When I found out that I would be attending the Colours of Ostrava Music Festival, three things went through my head: 1)How many days will I have to go without a shower? 2)Does this mean I’ll have to buy a rave outfit, and by an outfit I mean a piece of string that barely covers my privates? and 3) What song does Joss Stone sing?
Music festivals have never been my thing. Not because I loathe them, but because I’ve just never been to one and I always preferred to spend my money on plane tickets. I viewed them more as a raging social gathering rather than a celebration of music. Attending the Colours of Ostrava Music Festival changed all that.
What is it?
The Colours of Ostrava is the biggest music festival in the Czech Republic. Located in Ostrava, the 3rd largest city in the Czech Republic, the music festival has been celebrated annually since 2002. What started out as a small festival of 6 stages on the streets of Ostrava has now grown to 21 stages and moved to a much larger venue: Dolní Vítkovice-- an area that used to be used for ironworks and mining.
One wouldn’t think that celebrating music amongst the ruins of an old blast furnace and abandoned buildings would be particularly exciting, but there was something about the venue that drew the visitor in. Maybe it’s because once upon a time we would have been walking through the area with hard hats, if at all, and those who worked there were putting their lives in danger every day, and now here we are, just casually drinking beer as if no one worked their butt off in these parts. Or it was probably the fact that people love abandoned buildings and especially what can be done with abandoned buildings without having to tear them down, but rather reconstruct them. Recycle, if you will.
But it was probably because it makes for a great Instagram picture.
One of my favorite parts of the venue is the coffee shop, but you have to look for it. Hint: It’s way up high...

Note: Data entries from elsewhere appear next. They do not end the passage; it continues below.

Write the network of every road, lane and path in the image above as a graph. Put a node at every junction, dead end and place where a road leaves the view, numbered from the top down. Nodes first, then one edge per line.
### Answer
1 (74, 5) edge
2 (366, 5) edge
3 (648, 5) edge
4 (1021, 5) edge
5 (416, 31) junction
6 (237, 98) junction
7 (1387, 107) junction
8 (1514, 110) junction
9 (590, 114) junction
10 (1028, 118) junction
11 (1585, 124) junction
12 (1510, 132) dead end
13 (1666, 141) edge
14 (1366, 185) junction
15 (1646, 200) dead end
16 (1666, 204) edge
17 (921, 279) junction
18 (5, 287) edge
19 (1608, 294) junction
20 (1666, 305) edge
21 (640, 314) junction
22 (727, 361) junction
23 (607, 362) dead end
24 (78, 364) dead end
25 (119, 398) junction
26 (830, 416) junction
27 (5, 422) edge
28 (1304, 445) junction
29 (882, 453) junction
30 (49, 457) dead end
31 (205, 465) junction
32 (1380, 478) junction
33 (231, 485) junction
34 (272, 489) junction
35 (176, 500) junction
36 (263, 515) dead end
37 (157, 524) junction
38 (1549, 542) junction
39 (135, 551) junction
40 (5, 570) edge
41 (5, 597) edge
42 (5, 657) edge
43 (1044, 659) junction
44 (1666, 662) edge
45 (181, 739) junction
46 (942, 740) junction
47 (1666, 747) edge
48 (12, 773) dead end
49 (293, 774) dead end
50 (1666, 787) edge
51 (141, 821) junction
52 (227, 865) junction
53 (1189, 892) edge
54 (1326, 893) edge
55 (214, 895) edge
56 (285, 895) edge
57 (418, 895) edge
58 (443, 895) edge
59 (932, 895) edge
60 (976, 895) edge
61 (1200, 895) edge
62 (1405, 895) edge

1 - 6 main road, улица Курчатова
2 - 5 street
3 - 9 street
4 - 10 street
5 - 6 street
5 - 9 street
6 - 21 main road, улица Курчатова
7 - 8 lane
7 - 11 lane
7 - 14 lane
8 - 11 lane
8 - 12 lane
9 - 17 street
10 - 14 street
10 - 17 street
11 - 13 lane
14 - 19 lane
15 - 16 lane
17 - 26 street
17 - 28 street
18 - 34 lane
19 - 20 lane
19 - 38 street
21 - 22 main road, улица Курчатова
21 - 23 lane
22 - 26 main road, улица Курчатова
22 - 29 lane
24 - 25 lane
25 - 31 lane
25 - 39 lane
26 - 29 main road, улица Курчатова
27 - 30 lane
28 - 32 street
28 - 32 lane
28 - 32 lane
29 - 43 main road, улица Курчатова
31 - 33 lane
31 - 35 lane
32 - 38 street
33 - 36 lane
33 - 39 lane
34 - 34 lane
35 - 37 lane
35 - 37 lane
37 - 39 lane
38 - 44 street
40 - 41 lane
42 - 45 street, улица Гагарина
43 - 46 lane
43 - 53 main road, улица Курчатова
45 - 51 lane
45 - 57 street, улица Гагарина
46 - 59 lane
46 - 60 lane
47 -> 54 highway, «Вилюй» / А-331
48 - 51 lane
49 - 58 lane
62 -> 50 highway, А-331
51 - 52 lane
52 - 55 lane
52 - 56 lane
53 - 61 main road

There’s an area of the venue called the Bolt Tower, so named for Usain Bolt, the Jamaican Olympics sprinter who visited Ostrava multiple times and has now signed the tower. The tower used to be a blast furnace and has been reconstructed with a glass structure designed to resemble the fire that used to burn through the tower. It’s about 19 floors up (you have to take two different elevators-- imagine my reaction as the numbers continued to rise), and contains some amazing views of the entire venue and the city of Ostrava. No matter how scared of heights you are-- like myself-- the views are worth every nervous shake of the hand that won’t let go of the railing.
Anyone else go just for the food?
I was surprised to find that the food at the festival was reasonably priced. Shots of Jack Daniels were 60 CZK and under (about 3 USD), a doner kebab was 100 CZK (about 5 USD). At any festival, amusement park, or sporting event that I’ve been to a hot dog itself is at least 10 USD. My absolute favorite part though was the free water stations that were set up for everyone to fill their water bottles. Can’t go to a festival without being able to rehydrate (at least, that’s what I’ve learned from my first experience so far).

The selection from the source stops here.